- **WORK ORDER**:
Which lines below hold the word "Albert"? Report each one.

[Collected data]
>>>

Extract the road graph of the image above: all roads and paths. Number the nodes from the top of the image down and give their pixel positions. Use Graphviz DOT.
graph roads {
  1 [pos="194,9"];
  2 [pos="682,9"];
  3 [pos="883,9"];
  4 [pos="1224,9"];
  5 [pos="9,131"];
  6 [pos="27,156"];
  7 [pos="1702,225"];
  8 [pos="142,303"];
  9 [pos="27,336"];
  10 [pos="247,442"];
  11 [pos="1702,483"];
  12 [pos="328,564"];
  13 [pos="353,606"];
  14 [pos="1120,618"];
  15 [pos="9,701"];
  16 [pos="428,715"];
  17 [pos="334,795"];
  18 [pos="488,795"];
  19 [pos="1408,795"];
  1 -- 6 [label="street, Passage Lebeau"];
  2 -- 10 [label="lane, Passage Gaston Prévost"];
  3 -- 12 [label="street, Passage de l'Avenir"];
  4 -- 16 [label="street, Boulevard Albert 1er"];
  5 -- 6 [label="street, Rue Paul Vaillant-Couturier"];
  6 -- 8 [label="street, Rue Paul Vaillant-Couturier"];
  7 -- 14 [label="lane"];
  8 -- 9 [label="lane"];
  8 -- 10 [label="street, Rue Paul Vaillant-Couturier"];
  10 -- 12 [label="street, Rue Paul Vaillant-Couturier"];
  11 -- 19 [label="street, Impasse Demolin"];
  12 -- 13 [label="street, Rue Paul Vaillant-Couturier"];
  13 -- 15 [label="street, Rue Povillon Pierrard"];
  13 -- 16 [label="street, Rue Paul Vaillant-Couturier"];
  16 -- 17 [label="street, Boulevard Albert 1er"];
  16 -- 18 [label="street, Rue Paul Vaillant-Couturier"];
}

<<<

- **OUTPUT FOR THIS EXERCISE**:
  4 -- 16 [label="street, Boulevard Albert 1er"];
  16 -- 17 [label="street, Boulevard Albert 1er"];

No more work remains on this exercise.